--- Source records Enclosed Below ---
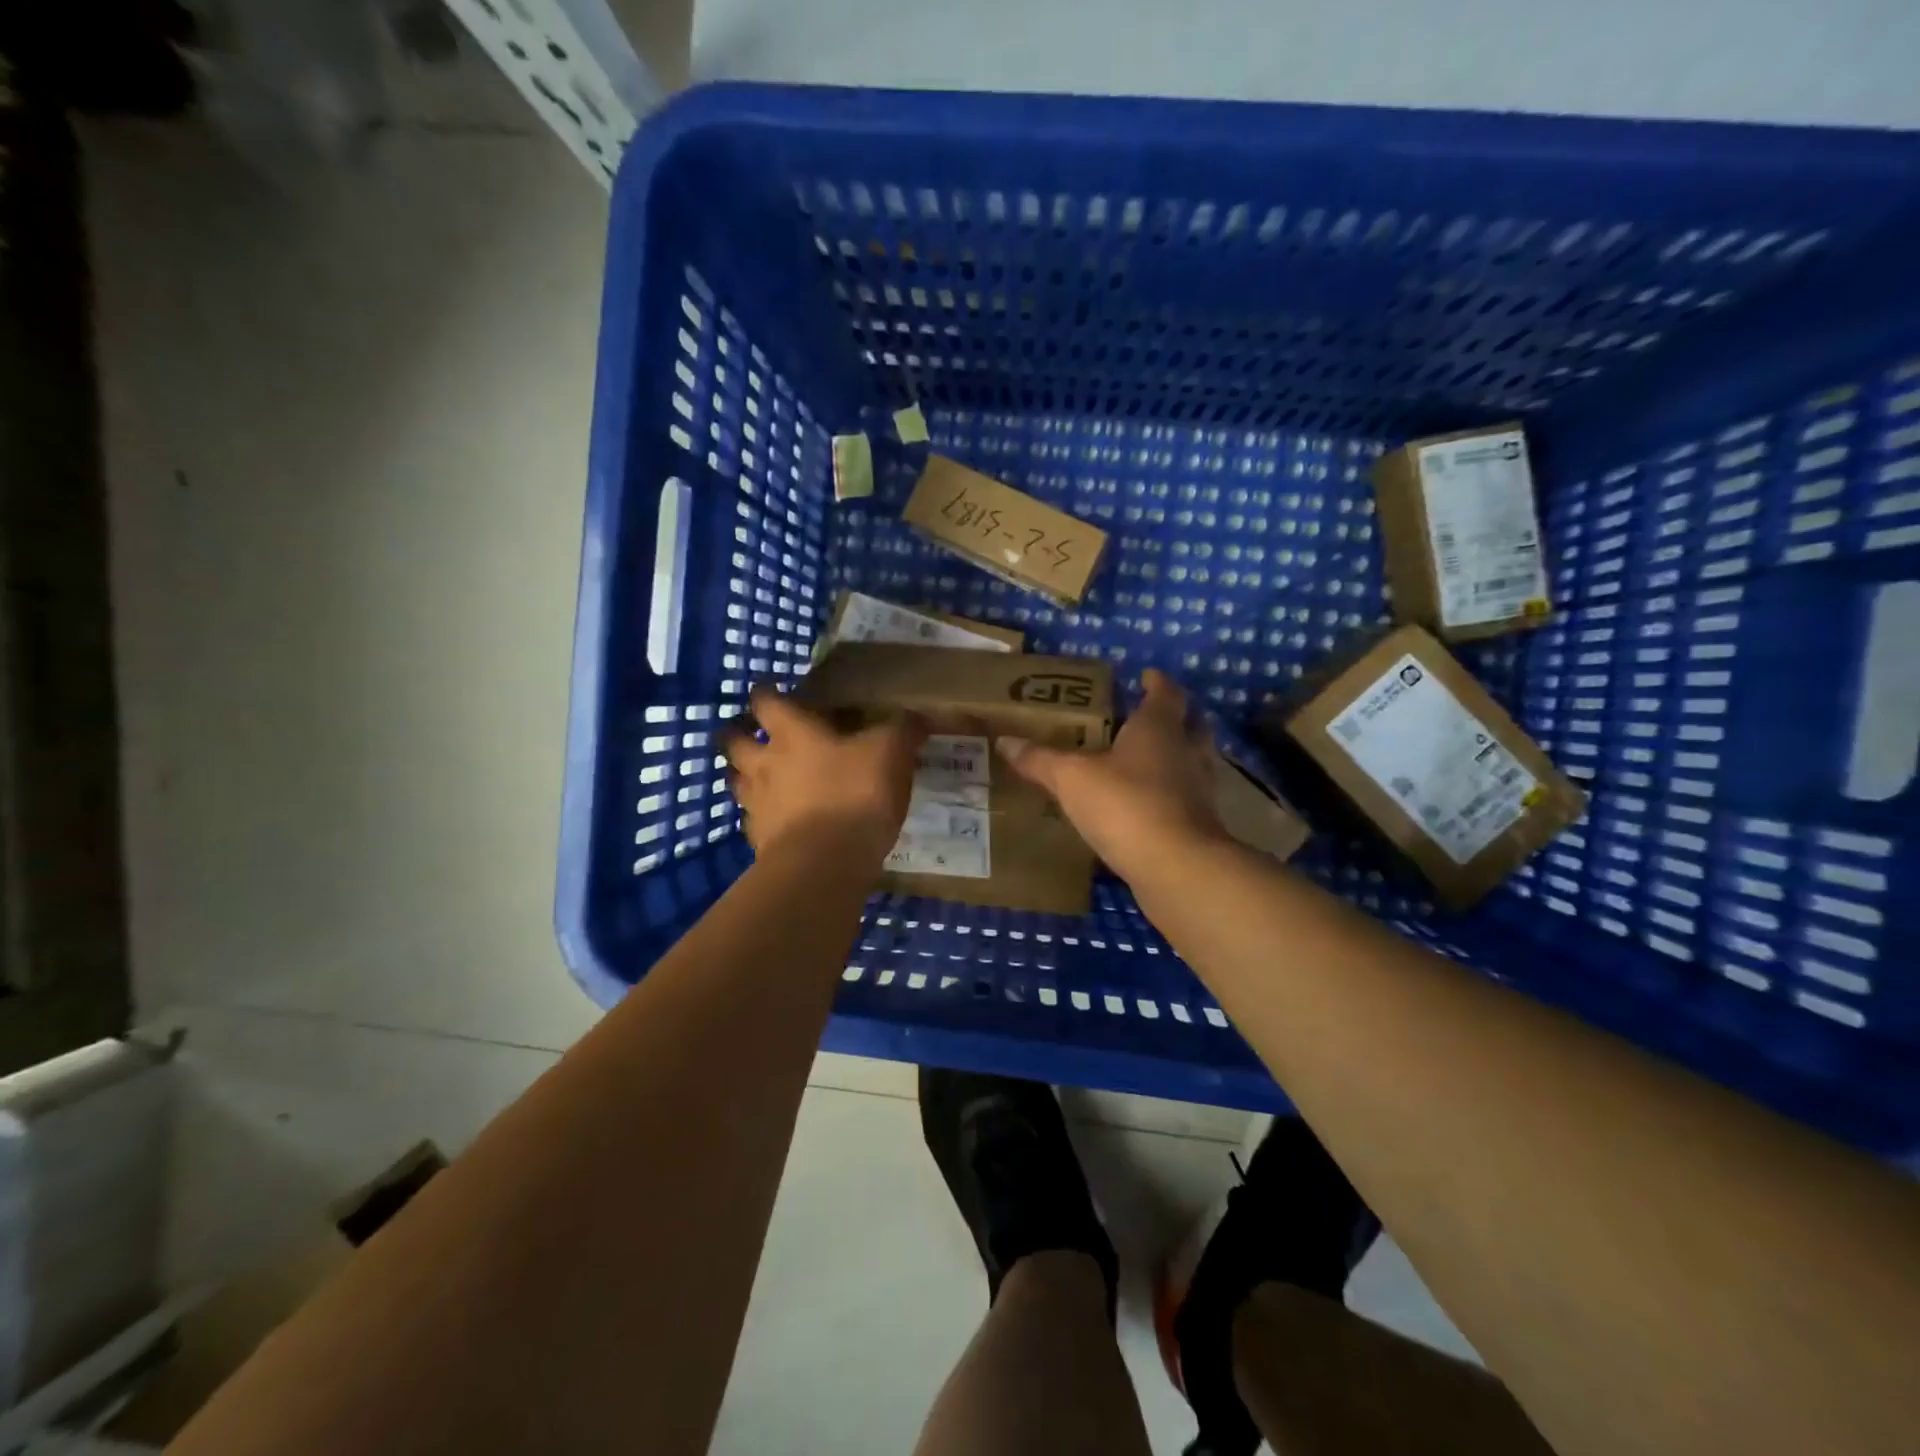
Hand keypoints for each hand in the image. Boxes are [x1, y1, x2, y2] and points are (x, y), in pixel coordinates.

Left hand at [720, 684, 926, 864]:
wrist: (825, 862)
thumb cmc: (855, 793)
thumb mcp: (891, 752)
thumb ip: (902, 729)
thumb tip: (915, 717)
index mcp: (792, 732)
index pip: (766, 700)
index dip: (767, 693)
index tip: (771, 691)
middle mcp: (764, 763)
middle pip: (733, 741)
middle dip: (739, 733)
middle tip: (754, 734)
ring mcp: (756, 803)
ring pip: (736, 780)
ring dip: (745, 775)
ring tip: (762, 777)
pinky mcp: (759, 840)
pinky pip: (753, 820)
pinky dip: (762, 816)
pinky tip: (780, 820)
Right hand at [997, 669, 1227, 884]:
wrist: (1176, 867)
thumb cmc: (1126, 804)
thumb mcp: (1071, 779)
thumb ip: (1040, 760)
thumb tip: (1004, 740)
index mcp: (1159, 728)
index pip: (1165, 693)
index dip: (1156, 683)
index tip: (1146, 676)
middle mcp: (1187, 752)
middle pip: (1191, 724)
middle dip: (1175, 716)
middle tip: (1146, 717)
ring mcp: (1199, 790)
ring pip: (1192, 761)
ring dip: (1175, 756)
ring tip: (1144, 761)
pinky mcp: (1200, 825)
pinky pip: (1186, 798)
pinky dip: (1170, 794)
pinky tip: (1146, 805)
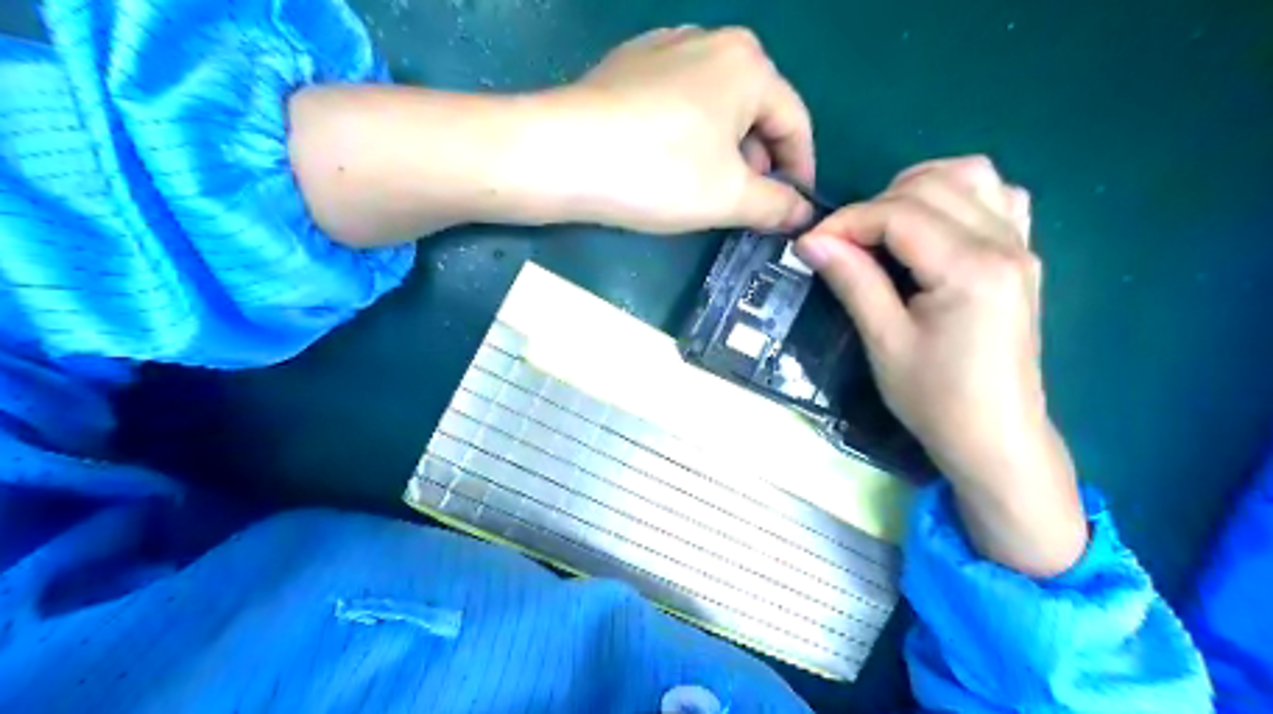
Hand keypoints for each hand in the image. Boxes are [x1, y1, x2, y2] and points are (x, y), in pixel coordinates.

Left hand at [558, 27, 813, 232]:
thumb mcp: (730, 197)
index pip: (794, 123)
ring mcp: (664, 47)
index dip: (801, 171)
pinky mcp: (629, 66)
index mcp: (748, 64)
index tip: (793, 210)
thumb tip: (802, 214)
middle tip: (748, 206)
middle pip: (755, 111)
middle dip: (758, 162)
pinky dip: (688, 135)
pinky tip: (670, 164)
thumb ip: (777, 206)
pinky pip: (678, 103)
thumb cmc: (658, 172)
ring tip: (709, 190)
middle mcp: (711, 41)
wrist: (559, 154)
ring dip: (723, 152)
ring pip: (715, 107)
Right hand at [792, 157, 1082, 580]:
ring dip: (919, 188)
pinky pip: (999, 197)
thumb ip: (852, 280)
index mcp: (970, 268)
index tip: (811, 244)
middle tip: (844, 243)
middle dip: (876, 204)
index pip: (899, 214)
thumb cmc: (936, 399)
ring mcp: (1022, 246)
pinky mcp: (1023, 257)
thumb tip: (810, 240)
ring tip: (886, 227)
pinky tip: (934, 227)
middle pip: (933, 184)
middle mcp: (1004, 243)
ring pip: (971, 175)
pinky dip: (959, 196)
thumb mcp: (885, 341)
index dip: (847, 221)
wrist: (996, 438)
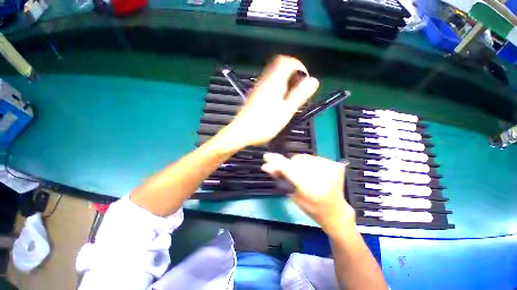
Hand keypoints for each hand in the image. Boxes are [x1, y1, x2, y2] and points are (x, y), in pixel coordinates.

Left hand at [222, 55, 318, 148]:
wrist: (241, 132)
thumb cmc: (264, 125)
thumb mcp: (285, 112)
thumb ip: (298, 96)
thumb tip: (313, 81)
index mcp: (274, 82)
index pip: (287, 61)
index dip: (299, 67)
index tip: (305, 80)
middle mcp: (265, 80)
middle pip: (281, 66)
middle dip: (293, 75)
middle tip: (299, 90)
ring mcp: (258, 87)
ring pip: (275, 75)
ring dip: (286, 82)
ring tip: (291, 98)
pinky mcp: (255, 94)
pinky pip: (269, 83)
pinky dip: (278, 87)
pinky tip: (280, 102)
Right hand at [262, 153, 355, 234]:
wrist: (335, 211)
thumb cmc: (312, 208)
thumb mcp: (292, 195)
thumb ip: (280, 178)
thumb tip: (266, 166)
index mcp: (310, 190)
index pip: (289, 169)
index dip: (277, 162)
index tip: (267, 156)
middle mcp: (323, 177)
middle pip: (296, 160)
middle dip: (289, 165)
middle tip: (291, 174)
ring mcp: (331, 168)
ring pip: (304, 157)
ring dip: (298, 163)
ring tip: (302, 174)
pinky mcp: (335, 164)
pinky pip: (313, 157)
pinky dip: (308, 163)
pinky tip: (312, 172)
--- End of Enclosed Source records ---
◆ Required action
Select all lines with the word "wrist" from the entries above.

◆ Answer space
wrist: (825, 862)
wrist: (1176, 867)
wrist: (559, 154)
wrist: (996, 438)
wrist: (241, 132)
wrist: (335, 211)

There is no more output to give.